Tuesday, 3 September 2013

Day 410: Mid-Term Break

 

This is the poem that Seamus Heaney is most famous for in Ireland. We've all had to study it at school at some point. The poem that recounts his experience of returning home from college as a young student for his younger brother Christopher's wake, who was hit by a car, only four years old. 

And this is the poem that is maybe his most loved.

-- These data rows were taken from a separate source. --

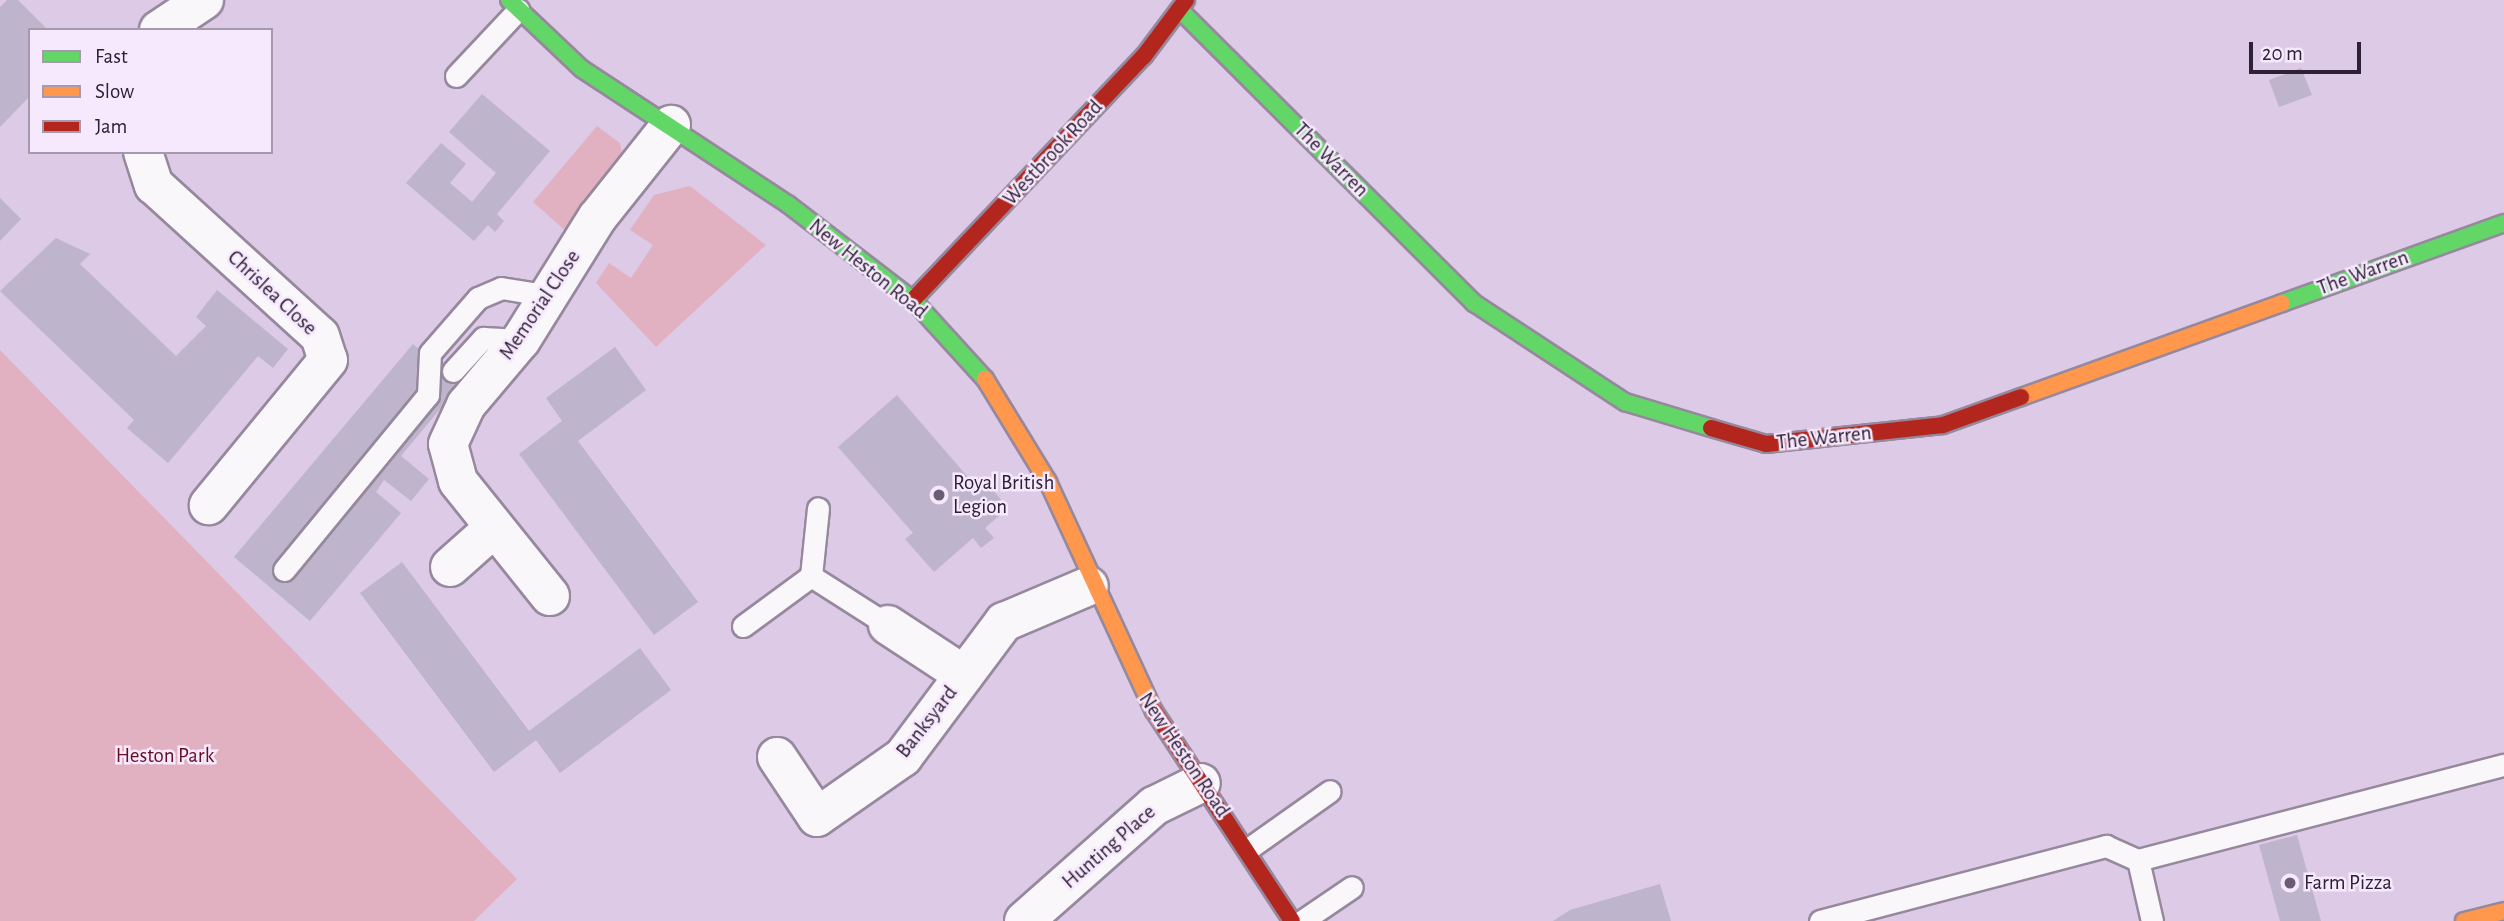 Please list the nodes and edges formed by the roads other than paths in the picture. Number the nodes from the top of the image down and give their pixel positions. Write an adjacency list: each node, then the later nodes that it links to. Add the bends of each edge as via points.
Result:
1 (204, 0): 4 (street)
2 (514, 5): 5 (lane); 6 (street, New Heston Road, via 582,69)
3 (1183, 5): 8 (street, The Warren, via 1474,303 1625,402 1766,444 1943,425); 10 (street, Westbrook Road)
4 (162, 28)
5 (456, 76)
6 (671, 125): 9 (street, Memorial Close, via 597,218); 10 (street, New Heston Road)
7 (144, 154): 13 (street, Chrislea Close, via 154,184 320,336 328,360)
8 (2504, 223)
9 (551, 296): 11 (street, Memorial Close); 17 (lane, via 501,288 478,298 430,352 428,395)
10 (913, 300): 19 (street, New Heston Road, via 986,380 1025,436)
11 (521, 340): 12 (lane, via 483,338); 15 (street, Memorial Close, via 466,405 448,444 458,481)
12 (453, 371)
13 (209, 505)
14 (818, 508): 18 (lane)
15 (494, 528): 16 (street); 20 (street, Memorial Close)
16 (450, 567)
17 (284, 570)
18 (811, 576): 21 (lane); 22 (lane)
19 (1089, 586): 23 (street, Banksyard, via 1019,611); 26 (street, New Heston Road, via 1137,684)
20 (550, 596)
21 (888, 625): 23 (street)
22 (743, 626)
23 (964, 675): 24 (street, Banksyard, via 903,757 817,817)
24 (777, 757)
25 (2504, 765): 29 (lane)
26 (1201, 783): 28 (street, New Heston Road); 32 (street, Hunting Place, via 1154,807)
27 (1330, 791): 28 (lane)
28 (1248, 849): 33 (street, New Heston Road)
29 (2138, 860): 35 (lane, via 2106,846); 36 (lane)
30 (1352, 887): 34 (lane)
31 (2504, 911): 37 (street)
32 (1024, 921)
33 (1292, 921)
34 (1302, 921)
35 (1820, 921)
36 (2152, 921)
37 (2464, 921)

Its tender telling of grief is universal, relatable and devastating in its simplicity.


Mid-Term Break - Seamus Heaney

I sat all morning in the college sick bay
Counting bells knelling classes to a close.
At two o'clock our neighbors drove me home.

In the porch I met my father crying-
He had always taken funerals in his stride-
And Big Jim Evans saying it was a hard blow.

The baby cooed and laughed and rocked the pram
When I came in, and I was embarrassed
By old men standing up to shake my hand

And tell me they were 'sorry for my trouble.'
Whispers informed strangers I was the eldest,
Away at school, as my mother held my hand

In hers and coughed out angry tearless sighs.
At ten o'clock the ambulance arrived
With the corpse, stanched and bandaged by the nurses.

Next morning I went up into the room. Snowdrops
And candles soothed the bedside; I saw him
For the first time in six weeks. Paler now,

Wearing a poppy bruise on his left temple,
He lay in the four foot box as in his cot.
No gaudy scars, the bumper knocked him clear.

A four foot box, a foot for every year.